Activity:
Search the data for the string "hand" and copy each line where it turns up.

━━━━━━━━━━━━━━━━━━━━━━━━━━━━━━

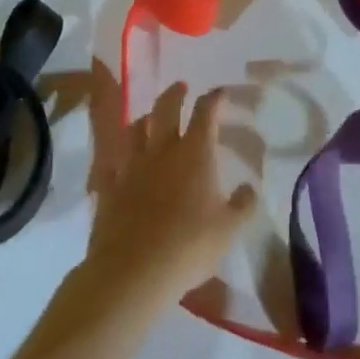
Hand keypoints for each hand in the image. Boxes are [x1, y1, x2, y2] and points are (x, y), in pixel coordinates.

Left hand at [83, 83, 258, 305]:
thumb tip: (250, 187)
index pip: (206, 112)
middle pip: (166, 107)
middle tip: (181, 87)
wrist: (133, 271)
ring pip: (135, 129)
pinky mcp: (109, 187)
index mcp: (195, 152)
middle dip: (175, 93)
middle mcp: (163, 149)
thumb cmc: (188, 246)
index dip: (214, 99)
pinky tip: (120, 162)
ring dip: (145, 119)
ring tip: (149, 119)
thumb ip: (243, 205)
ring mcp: (132, 166)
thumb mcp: (229, 230)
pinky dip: (118, 159)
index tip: (220, 93)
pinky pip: (112, 164)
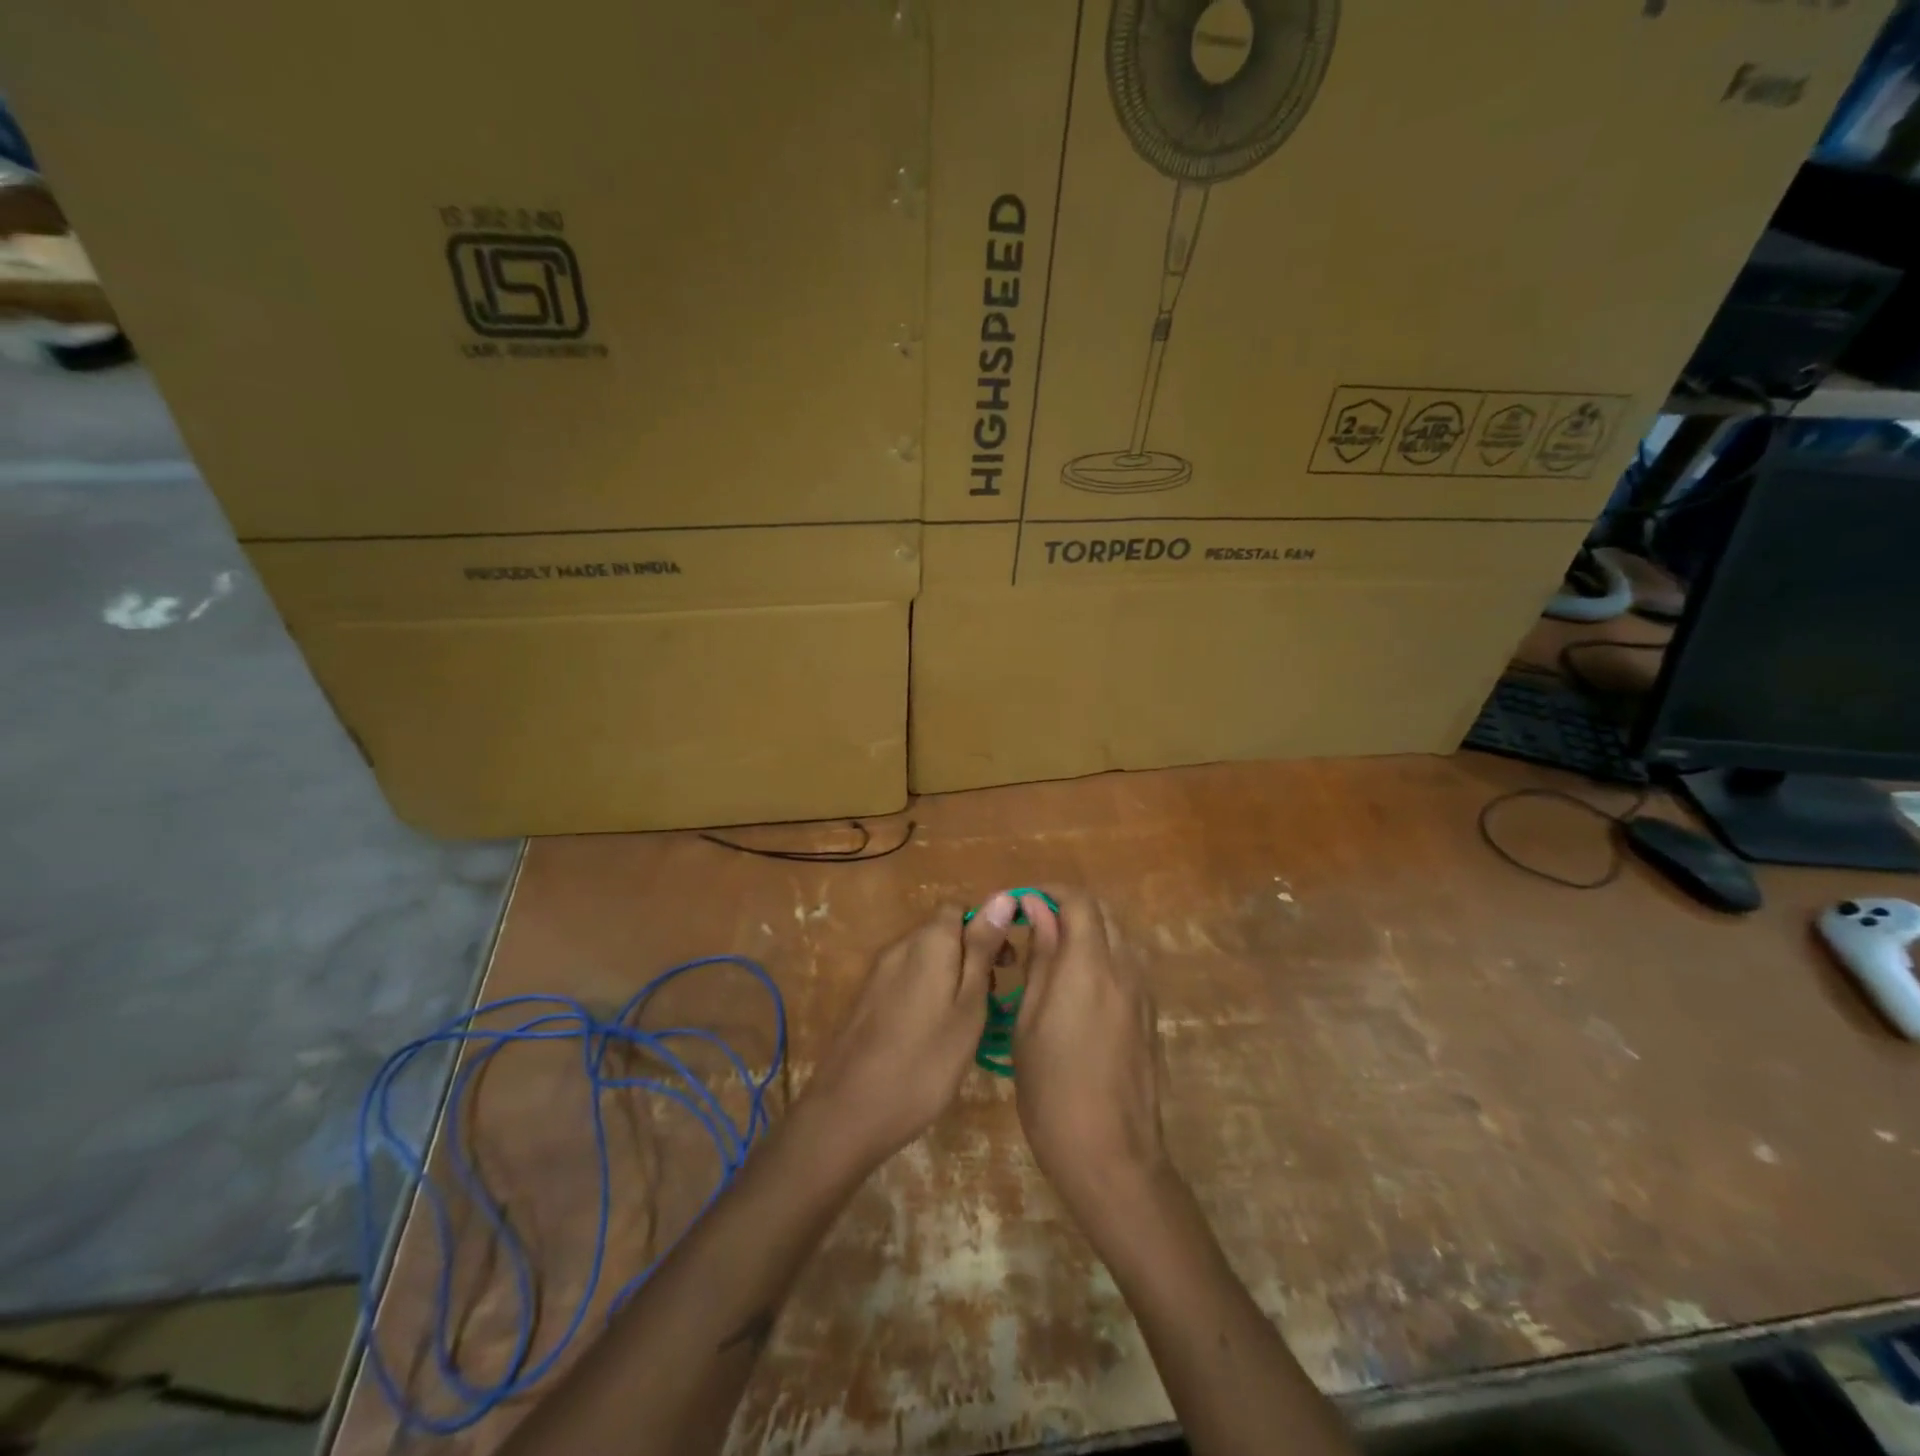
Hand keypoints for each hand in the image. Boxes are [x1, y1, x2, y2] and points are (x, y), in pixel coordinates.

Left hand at [799, 896, 1017, 1166]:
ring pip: (925, 959)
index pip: (960, 908)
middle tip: (993, 998)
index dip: (987, 927)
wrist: (849, 1111)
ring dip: (952, 976)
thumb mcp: (968, 1005)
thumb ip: (982, 949)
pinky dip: (928, 993)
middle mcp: (900, 946)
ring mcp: (878, 974)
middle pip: (942, 932)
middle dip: (972, 954)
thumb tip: (1003, 897)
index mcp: (928, 941)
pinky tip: (935, 1033)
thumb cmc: (925, 1060)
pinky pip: (906, 980)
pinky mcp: (866, 1000)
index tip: (1007, 963)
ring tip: (969, 1021)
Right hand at [1012, 888, 1168, 1215]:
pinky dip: (1102, 957)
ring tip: (1052, 957)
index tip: (1022, 904)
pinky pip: (1127, 966)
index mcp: (1090, 965)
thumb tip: (1037, 909)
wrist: (1111, 1154)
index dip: (1049, 892)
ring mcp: (1143, 992)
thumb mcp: (1029, 1020)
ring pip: (1118, 938)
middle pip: (1103, 914)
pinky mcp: (1150, 1015)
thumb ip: (1040, 958)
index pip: (1079, 901)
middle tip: (1033, 928)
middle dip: (1068, 909)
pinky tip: (1077, 989)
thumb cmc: (1052, 1089)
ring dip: (1087, 933)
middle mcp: (1124, 968)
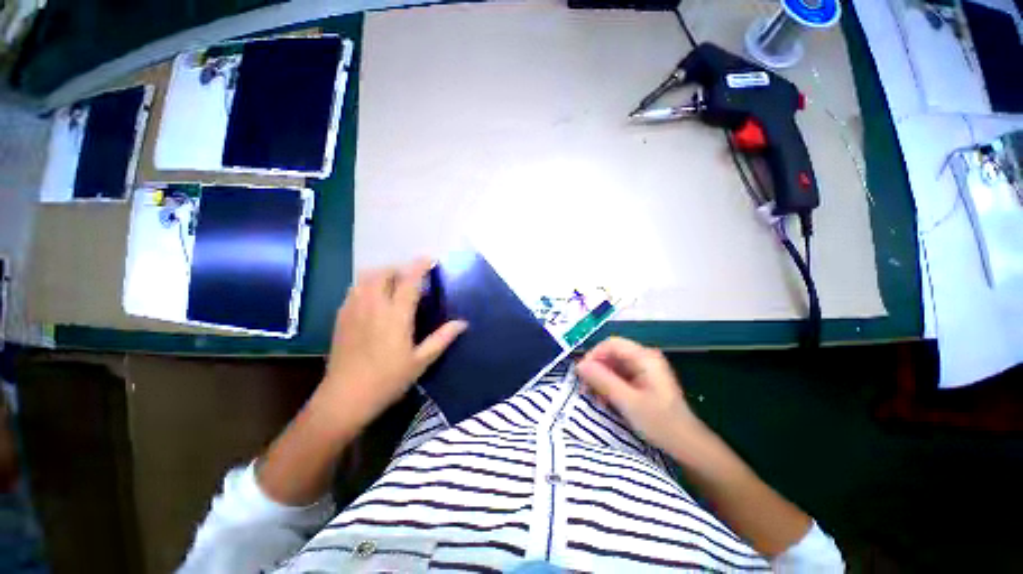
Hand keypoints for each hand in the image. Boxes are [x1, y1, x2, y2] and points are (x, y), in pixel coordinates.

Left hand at [313, 259, 467, 433]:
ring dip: (381, 274)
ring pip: (365, 278)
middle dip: (399, 269)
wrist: (345, 397)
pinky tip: (373, 299)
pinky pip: (354, 289)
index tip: (429, 259)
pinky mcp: (340, 316)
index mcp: (396, 315)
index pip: (409, 281)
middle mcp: (373, 306)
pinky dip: (366, 284)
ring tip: (392, 285)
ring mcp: (353, 309)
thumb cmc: (388, 380)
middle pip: (383, 273)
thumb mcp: (421, 361)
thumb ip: (442, 338)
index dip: (420, 266)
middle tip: (411, 278)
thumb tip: (463, 323)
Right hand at [576, 337, 698, 450]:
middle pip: (611, 354)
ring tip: (593, 397)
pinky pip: (619, 375)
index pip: (611, 344)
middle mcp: (644, 358)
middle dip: (595, 369)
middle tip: (584, 388)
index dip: (593, 355)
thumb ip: (603, 380)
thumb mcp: (628, 402)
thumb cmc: (660, 423)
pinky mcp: (642, 380)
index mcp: (644, 357)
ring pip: (613, 365)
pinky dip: (609, 385)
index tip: (581, 373)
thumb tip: (579, 365)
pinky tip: (604, 400)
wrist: (687, 445)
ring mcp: (644, 369)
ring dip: (600, 379)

━━━━━━━━━━━━━━━━━━━━━━━━━━━━━━

Expected output:
Hand keypoints for each hand in the image. Boxes are [x1, y1, x2, y2] and points are (x, y), in pixel coordinates.
Left hand at [83, 83, 258, 305]:
Hand keypoints for each hand in the image. Boxes are [x1, y1, x2, y2] and points are (x, y), in pixel coordinates.
Left hand at [799, 896, 1017, 1166]:
Right hand at [1012, 888, 1168, 1215]:
Hand keypoints for each hand in the image. Boxes are [x1, y1, x2, y2] and points are (x, y), in pixel coordinates.
Left hand at [313, 259, 467, 433]:
Right hand at [576, 337, 698, 450]:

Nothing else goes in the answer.